In 2019, Market Financial Solutions (MFS) published the results of their research on gazumping. Their key findings are listed below.
Gazumping should not be confused with gazundering, which is where a buyer reduces their offer before exchange of contracts.
Is gazumping legal?
While many believe it’s morally wrong, gazumping is not illegal. The agreement between you and your seller does not become legally binding until contracts are exchanged. This is widely illustrated in estate agents’ windows and on property websites with properties continuing to be listed but advertised as ‘Sold STC’ – subject to contract. Buyers will sometimes offer an inducement in return for the seller agreeing to remove the listing. However, that in itself only reduces the prospect of another buyer becoming aware of the property; it does not prevent gazumping.
How to reduce the chance of being gazumped
There are steps you can take to reduce the prospect of being gazumped. These include:
- Be prepared to move quickly: Before making an offer, be sure you have in place a mortgage agreement in principle and that you have already instructed your solicitor. Once the conveyancing process is under way, respond promptly to all requests for information and documents.

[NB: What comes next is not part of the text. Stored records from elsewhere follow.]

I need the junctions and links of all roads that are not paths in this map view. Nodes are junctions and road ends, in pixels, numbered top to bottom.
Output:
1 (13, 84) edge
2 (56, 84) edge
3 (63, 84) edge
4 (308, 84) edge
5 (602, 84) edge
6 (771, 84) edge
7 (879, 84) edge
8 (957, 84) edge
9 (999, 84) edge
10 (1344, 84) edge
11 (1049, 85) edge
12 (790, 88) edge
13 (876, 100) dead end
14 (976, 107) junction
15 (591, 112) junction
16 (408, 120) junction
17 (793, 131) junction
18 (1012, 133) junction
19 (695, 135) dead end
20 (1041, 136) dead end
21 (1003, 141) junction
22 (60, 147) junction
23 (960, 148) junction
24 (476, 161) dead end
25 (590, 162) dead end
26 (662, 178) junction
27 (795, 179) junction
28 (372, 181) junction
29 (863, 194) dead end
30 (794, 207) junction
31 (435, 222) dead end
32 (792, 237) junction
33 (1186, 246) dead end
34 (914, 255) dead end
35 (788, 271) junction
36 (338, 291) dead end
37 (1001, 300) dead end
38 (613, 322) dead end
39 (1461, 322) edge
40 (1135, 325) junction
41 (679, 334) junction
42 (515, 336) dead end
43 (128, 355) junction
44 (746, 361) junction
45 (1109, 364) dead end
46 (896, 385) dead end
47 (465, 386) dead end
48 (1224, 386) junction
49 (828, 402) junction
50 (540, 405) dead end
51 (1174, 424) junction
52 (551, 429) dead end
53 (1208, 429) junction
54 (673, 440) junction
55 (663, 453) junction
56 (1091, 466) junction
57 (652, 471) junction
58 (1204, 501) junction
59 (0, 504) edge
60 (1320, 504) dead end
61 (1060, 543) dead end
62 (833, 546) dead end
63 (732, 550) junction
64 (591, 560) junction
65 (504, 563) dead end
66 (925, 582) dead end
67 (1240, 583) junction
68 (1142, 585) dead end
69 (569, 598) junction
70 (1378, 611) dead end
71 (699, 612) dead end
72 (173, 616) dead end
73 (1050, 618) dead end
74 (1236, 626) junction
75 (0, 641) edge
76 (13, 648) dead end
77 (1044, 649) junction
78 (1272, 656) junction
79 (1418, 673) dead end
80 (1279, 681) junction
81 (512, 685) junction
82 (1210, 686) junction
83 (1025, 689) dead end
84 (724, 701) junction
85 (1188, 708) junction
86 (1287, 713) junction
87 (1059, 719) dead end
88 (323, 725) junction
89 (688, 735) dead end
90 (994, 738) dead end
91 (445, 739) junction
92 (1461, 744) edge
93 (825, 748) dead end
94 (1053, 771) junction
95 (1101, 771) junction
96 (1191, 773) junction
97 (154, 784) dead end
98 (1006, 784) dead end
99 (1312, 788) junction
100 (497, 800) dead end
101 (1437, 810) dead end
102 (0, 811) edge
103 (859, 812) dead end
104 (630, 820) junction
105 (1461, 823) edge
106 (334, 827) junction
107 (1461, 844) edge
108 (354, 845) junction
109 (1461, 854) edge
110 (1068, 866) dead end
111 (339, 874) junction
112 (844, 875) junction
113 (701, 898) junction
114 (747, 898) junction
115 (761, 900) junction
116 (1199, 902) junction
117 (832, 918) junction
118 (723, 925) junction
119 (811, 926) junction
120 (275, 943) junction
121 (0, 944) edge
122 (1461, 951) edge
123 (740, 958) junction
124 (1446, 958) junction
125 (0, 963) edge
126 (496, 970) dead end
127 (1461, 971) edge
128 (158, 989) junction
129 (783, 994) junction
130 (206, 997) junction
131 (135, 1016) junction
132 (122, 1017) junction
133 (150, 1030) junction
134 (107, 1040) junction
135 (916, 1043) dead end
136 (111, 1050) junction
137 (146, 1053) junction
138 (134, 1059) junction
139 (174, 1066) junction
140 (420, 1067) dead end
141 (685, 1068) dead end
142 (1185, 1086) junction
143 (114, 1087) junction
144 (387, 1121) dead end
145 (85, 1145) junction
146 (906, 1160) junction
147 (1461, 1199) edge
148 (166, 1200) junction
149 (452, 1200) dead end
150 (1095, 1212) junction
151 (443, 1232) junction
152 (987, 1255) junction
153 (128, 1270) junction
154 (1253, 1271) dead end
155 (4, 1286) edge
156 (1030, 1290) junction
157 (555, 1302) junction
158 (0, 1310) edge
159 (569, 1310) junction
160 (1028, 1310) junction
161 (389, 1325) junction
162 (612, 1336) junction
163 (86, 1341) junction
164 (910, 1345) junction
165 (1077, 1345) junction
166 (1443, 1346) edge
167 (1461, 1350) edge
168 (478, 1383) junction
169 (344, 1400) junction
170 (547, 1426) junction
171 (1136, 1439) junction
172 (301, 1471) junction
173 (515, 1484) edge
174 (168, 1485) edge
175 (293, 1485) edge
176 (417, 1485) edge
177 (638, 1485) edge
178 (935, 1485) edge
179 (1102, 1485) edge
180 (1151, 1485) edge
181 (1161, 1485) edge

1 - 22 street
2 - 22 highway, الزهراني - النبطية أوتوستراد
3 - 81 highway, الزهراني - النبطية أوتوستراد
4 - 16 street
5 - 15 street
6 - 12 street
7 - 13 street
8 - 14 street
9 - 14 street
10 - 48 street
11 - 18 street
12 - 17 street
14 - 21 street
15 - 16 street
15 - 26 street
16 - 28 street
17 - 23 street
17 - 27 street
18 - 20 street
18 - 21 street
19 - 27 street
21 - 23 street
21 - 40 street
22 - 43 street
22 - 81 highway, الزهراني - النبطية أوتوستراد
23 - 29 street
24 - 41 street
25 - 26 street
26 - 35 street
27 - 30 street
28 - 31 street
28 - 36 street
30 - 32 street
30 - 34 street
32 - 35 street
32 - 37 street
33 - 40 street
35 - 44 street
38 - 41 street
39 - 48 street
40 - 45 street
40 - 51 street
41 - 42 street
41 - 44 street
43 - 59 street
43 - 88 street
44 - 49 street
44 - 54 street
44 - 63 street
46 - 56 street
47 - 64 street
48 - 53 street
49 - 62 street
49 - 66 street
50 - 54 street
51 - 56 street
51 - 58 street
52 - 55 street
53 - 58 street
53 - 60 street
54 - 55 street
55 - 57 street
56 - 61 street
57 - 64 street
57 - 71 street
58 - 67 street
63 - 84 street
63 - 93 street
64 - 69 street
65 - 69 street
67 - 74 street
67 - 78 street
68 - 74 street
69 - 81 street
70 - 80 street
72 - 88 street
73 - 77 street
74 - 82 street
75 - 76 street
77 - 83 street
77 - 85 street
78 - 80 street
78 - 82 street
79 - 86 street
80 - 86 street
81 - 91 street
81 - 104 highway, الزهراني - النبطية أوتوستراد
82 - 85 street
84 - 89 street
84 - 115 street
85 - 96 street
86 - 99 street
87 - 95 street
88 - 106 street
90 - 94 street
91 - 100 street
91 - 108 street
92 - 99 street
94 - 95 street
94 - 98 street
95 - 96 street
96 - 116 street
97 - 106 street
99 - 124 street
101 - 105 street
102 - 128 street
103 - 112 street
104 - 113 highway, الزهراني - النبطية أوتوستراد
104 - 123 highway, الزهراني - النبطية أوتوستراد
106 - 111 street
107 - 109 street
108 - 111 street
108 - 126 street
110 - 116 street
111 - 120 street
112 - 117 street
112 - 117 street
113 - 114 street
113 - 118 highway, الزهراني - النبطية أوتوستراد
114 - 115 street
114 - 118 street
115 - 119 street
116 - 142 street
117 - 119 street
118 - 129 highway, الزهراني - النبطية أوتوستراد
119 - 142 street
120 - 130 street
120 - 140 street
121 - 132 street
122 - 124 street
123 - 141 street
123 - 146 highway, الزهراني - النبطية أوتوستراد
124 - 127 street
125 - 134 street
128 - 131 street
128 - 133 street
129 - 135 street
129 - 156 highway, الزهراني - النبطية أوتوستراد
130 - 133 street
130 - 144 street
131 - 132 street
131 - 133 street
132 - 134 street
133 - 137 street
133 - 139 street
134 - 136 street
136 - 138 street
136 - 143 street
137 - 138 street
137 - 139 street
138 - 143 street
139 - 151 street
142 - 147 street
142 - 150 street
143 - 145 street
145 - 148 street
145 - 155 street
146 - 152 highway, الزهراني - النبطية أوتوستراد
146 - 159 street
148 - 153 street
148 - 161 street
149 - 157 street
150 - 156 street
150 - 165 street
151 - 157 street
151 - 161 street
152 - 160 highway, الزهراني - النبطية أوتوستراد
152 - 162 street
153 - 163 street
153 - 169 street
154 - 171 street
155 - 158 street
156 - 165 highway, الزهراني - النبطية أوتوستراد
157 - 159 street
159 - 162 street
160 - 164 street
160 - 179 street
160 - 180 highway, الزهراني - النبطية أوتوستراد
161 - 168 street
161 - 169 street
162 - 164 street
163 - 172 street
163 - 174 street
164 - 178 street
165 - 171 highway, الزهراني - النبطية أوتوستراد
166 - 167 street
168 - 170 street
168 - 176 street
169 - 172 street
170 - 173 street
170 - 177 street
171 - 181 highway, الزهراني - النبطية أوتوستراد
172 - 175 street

- Ask the seller to remove the property listing: This is one of the best ways to prevent gazumping, although sellers are often not keen unless you make it advantageous to them.

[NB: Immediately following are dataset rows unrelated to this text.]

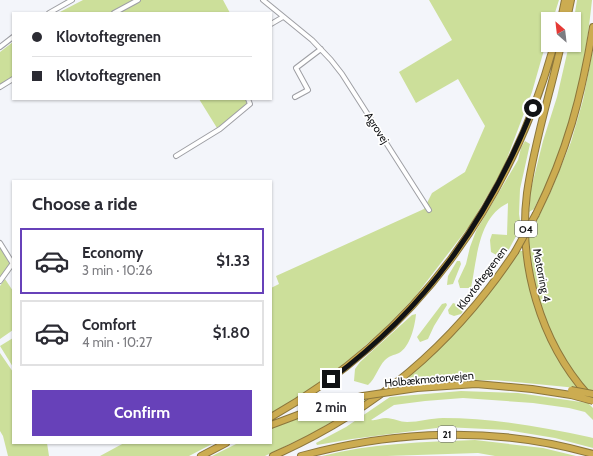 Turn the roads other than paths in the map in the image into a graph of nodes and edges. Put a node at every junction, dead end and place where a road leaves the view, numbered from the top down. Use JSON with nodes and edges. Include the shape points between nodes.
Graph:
{"nodes":[{"id":1,"x":72,"y":0,"type":"edge"},
{"id":2,"x":138,"y":0,"type":"edge"},
{"id":3,"x":263,"y":0,"type":"edge"},
{"id":4,"x":565,"y":0,"type":"edge"},
{"id":5,"x":571,"y":0,"type":"edge"},
{"id":6,"x":51,"y":12,"type":"edge"},
{"id":7,"x":116,"y":12,"type":"edge"},
{"id":8,"x":562,"y":12,"type":"edge"},
{"id":9,"x":568,"y":12,"type":"edge"},
{"id":10,"x":283,"y":17,"type":"junction"},
{"id":11,"x":272,"y":23,"type":"edge"},
{"id":12,"x":593,"y":27,"type":"edge"},
{"id":13,"x":12,"y":38,"type":"edge"},
{"id":14,"x":0,"y":47,"type":"edge"},
{"id":15,"x":321,"y":49,"type":"junction"},
{"id":16,"x":552,"y":52,"type":"edge"},
{"id":17,"x":559,"y":52,"type":"edge"},
{"id":18,"x":12,"y":80,"type":"edge"},
{"id":19,"x":0,"y":87,"type":"edge"},
{"id":20,"x":296,"y":97,"type":"dead end"},
{"id":21,"x":248,"y":100,"type":"edge"},
{"id":22,"x":176,"y":156,"type":"dead end"},
{"id":23,"x":429,"y":210,"type":"dead end"},
{"id":24,"x":0,"y":243,"type":"edge"},
{"id":25,"x":12,"y":262,"type":"edge"},
{"id":26,"x":12,"y":265,"type":"edge"},
{"id":27,"x":0,"y":281,"type":"edge"},
{"id":28,"x":571,"y":393,"type":"junction"},
{"id":29,"x":593,"y":394,"type":"edge"},
{"id":30,"x":593,"y":401,"type":"edge"},
{"id":31,"x":272,"y":416,"type":"edge"},
{"id":32,"x":272,"y":424,"type":"edge"},
{"id":33,"x":224,"y":444,"type":"edge"},
{"id":34,"x":593,"y":454,"type":"edge"},
{"id":35,"x":201,"y":456,"type":"edge"},
{"id":36,"x":273,"y":456,"type":"edge"},
{"id":37,"x":301,"y":456,"type":"edge"}],
"edges":[{"from":1,"to":6,"type":"street"},
{"from":2,"to":7,"type":"street"},
{"from":3,"to":10,"type":"street","name":"Agrovej"},
{"from":4,"to":8,"type":"highway"},
{"from":5,"to":9,"type":"highway"},
{"from":10,"to":11,"type":"street"},
{"from":10,"to":15,"type":"street","name":"Agrovej"},
{"from":12,"to":36,"type":"highway","name":"Klovtoftegrenen","bridge":true,"via":[[574,119],[554,176],[515,252],[486,292],[466,317],[410,372],[345,419]]},
{"from":13,"to":14,"type":"street"},
{"from":15,"to":20,"type":"street","via":[[296,68],[308,90]]},
{"from":15,"to":23,"type":"street","name":"Agrovej","via":[[342,74]]},
{"from":16,"to":31,"type":"highway","via":[[533,108],[511,161],[477,222],[448,264],[408,311],[367,350],[315,391]]},
{"from":17,"to":30,"type":"highway","name":"Motorring 4","number":"O4","via":[[530,177],[526,246],[531,282],[543,320],[562,358]]},
{"from":18,"to":19,"type":"street"},
{"from":21,"to":22,"type":"street","via":[[250,104],[220,129]]},
{"from":24,"to":25,"type":"street"},
{"from":26,"to":27,"type":"street"},
{"from":28,"to":29,"type":"highway","bridge":true},
{"from":28,"to":30,"type":"highway","bridge":true},
{"from":28,"to":32,"type":"highway","name":"Holbækmotorvejen","bridge":true,"via":[[518,384],[416,388],[363,396],[319,407]]},
{"from":33,"to":35,"type":"highway"},
{"from":34,"to":37,"type":"highway","number":"21","via":[[522,439],[449,434],[378,439]]}]}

- Get to know your sellers and ensure they are kept regularly informed: A seller who can see you are serious, that you love their property, and are doing everything possible to move the process along is less likely to abandon you in favour of someone else.
- Discuss a “lock out agreement”: This is a contract between the parties agreeing that for a certain period of time, the buyer has the exclusive right to buy the property. There will be a modest cost involved in drawing up the agreement but it may well appeal to a seller looking for reassurance that you are in a position to proceed quickly.
Home Buyer’s Protection Insurance
Taking out Home Buyer’s Protection Insurance does not prevent gazumping, but it does mean that you are insured for at least some of your financial outlay if it happens.
Will gazumping be banned?
In recent months, the government say they have been exploring possible solutions to the problem of gazumping. In March’s Budget, they announced “We will publish a call for evidence on how to make the process better value for money and more consumer friendly.” In reality, “a call for evidence” means that it’s likely to be some time before any draft legislation comes forward.
It could mean making the house purchase legally binding at an earlier stage of the process, possibly immediately upon acceptance of an offer. One party can still pull out before contracts are exchanged, but only if they pay the other party’s costs.
There have been calls in some quarters for a system akin to that which operates in Scotland, where the deal is binding once missives (a series of contractual letters) are exchanged. This prevents both gazumping and gazundering. But this system is not universally popular in Scotland as the onus is on a purchaser to have carried out all necessary checks before they make an offer, on the off chance that it will be accepted.
Others are pushing a system similar to that in France, where there is a 10 day cooling-off period following acceptance of an offer.
Estate Agents Gazumping Policy
While we all hope the estate agent will act honourably, it’s a sad fact that a minority do encourage gazumping. If they are working on a percentage, the higher the sale price, the higher their commission. But remember, the seller is their client, not the buyer. As such, their job is to achieve the highest price and all offers they receive must be put to the seller.